I will offer a bundle theory with one primitive symmetric relationship. Moreover, the primitive relationship is essential to pairs. I don’t like bundle theories, but this one seems to offer a nice and elegant solution to the bundling problem.
Here goes. The fundamental entities are tropes. The primitive symmetric relationship is partnership. As stated above, this is essential to pairs: if x and y are partners in one world, they are partners in all worlds in which both exist. If x and y are tropes that exist and are partners, then we say they are coinstantiated.
Say that two possible tropes, existing in worlds w1 and w2 respectively, are immediate partners provided that there is a possible world where they both exist and are partners. Then derivative partnerhood is defined to be the transitive closure of immediate partnerhood.
The bundles in any fixed world are in one-to-one correspondence with the maximal non-empty pluralities of pairwise-partnered tropes, and each bundle is said to have each of the tropes that makes up the corresponding plurality. We have an account of transworld identity: a bundle in w1 is transworld identical with a bundle in w2 just in case some trope in the first bundle is a derivative partner of some trope in the second bundle. (This is a four-dimensionalist version. If we want a three dimensionalist one, then replace worlds throughout with world-time pairs instead.) So we have predication (or as good as a trope theorist is going to have) and identity. That seems enough for a reductive story about objects.
We can even have ersatz objects if we have the ability to form large transworld sets of possible tropes: just let an ersatz object be a maximal set of pairwise derivately partnered tropes. An ersatz object then is said to ersatz-exist at a world w iff some trope that is a member of the ersatz object exists at w. We can then count objects by counting the ersatz objects.

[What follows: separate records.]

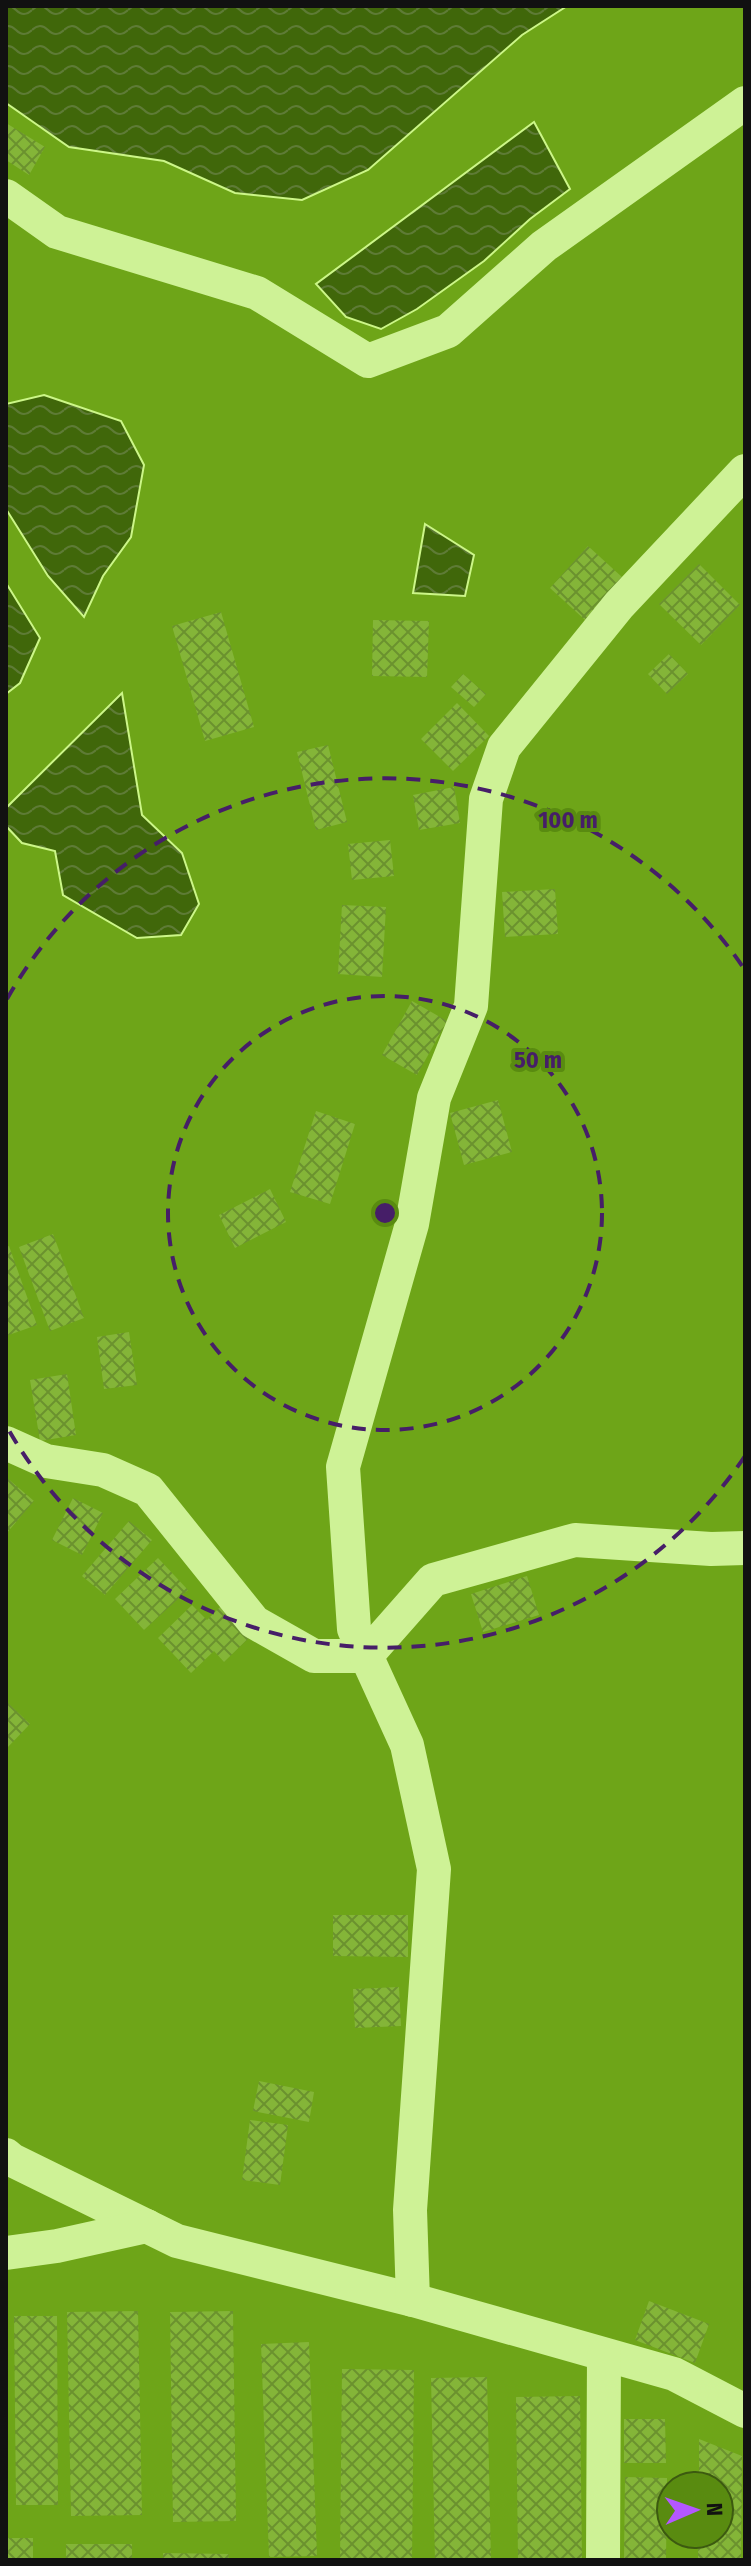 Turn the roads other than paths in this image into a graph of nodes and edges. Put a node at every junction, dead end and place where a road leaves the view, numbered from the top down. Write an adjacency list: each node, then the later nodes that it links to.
1 (745, 103): 2 (street)
2 (6, 196)
3 (745, 471): 6 (street)
4 (6, 1443): 6 (street)
5 (745, 1548): 6 (street)
6 (366, 1656): 10 (street)
7 (6, 2155): 8 (street)
8 (147, 2226): 9 (street); 10 (street)
9 (6, 2253)
10 (413, 2300): 11 (street)
11 (604, 2355): 12 (street); 13 (street)
12 (745, 2411)
13 (603, 2560) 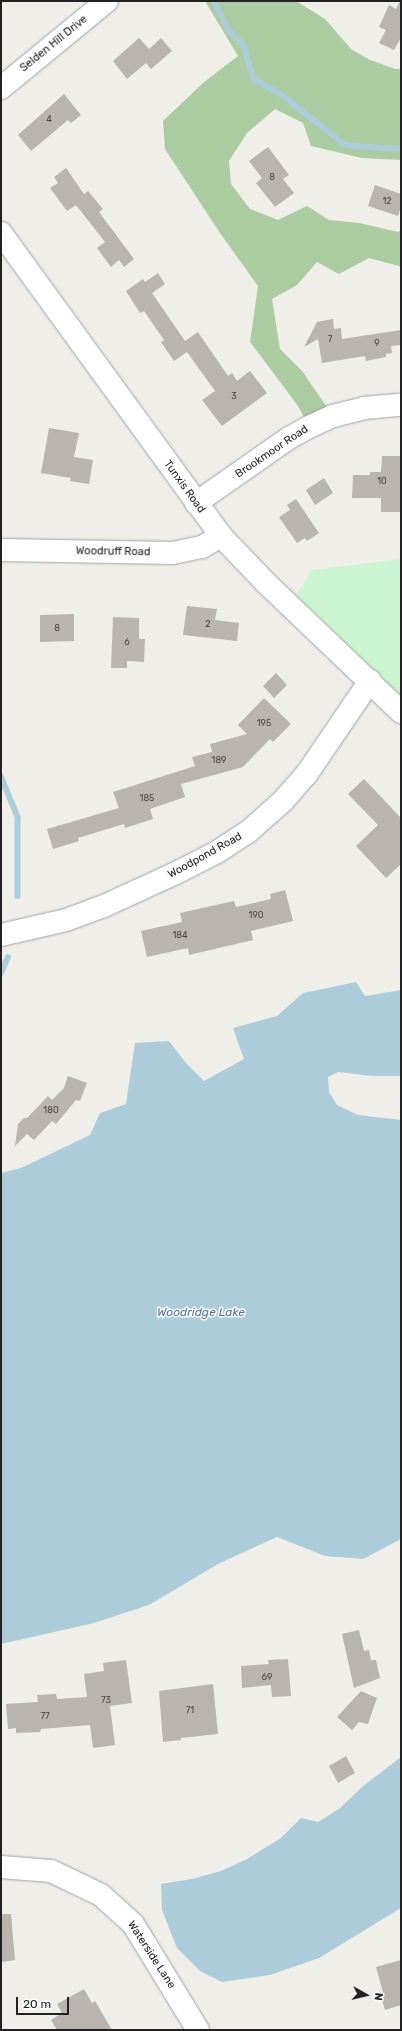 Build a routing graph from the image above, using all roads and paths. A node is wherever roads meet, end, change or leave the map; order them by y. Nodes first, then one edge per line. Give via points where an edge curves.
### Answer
1 (107, 1) edge
2 (1, 88) edge
3 (1, 233) edge
4 (401, 405) edge
5 (196, 503) junction
6 (221, 536) junction
7 (1, 550) edge
8 (370, 681) junction
9 (401, 712) edge
10 (1, 934) edge
11 (1, 1867) edge
12 (198, 2030) edge

1 - 2 street, Selden Hill Drive
3 - 5 street, Tunxis Road
4 - 5 street, Brookmoor Road via 364,408 333,416 309,427 289,438
5 - 6 street, Tunxis Road
6 - 7 street, Woodruff Road via 202,547 173,553
6 - 8 street, Tunxis Road via 261,578
8 - 9 street, Tunxis Road
8 - 10 street, Woodpond Road via 306,775 283,801 248,832 198,862 104,906 66,920
11 - 12 street, Waterside Lane via 51,1871 101,1895 133,1924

This story is compatible with all our standard modal intuitions without any counterpart theoretic cheats.
Of course, the partnership relationship is mysterious. But it is essential to pairs, so at least it doesn’t introduce any contingent brute facts. And every story in the neighborhood has something mysterious about it.
There are two very serious problems, however:
On this story we don’t really exist. All that really exist are the tropes.
This story is incompatible with transsubstantiation—as we would expect of a story on which there is no substance.
So what’s the point of this post? Well, I think it is nice to develop a really good version of an opposing theory, so as to be able to focus one’s critique on what really matters.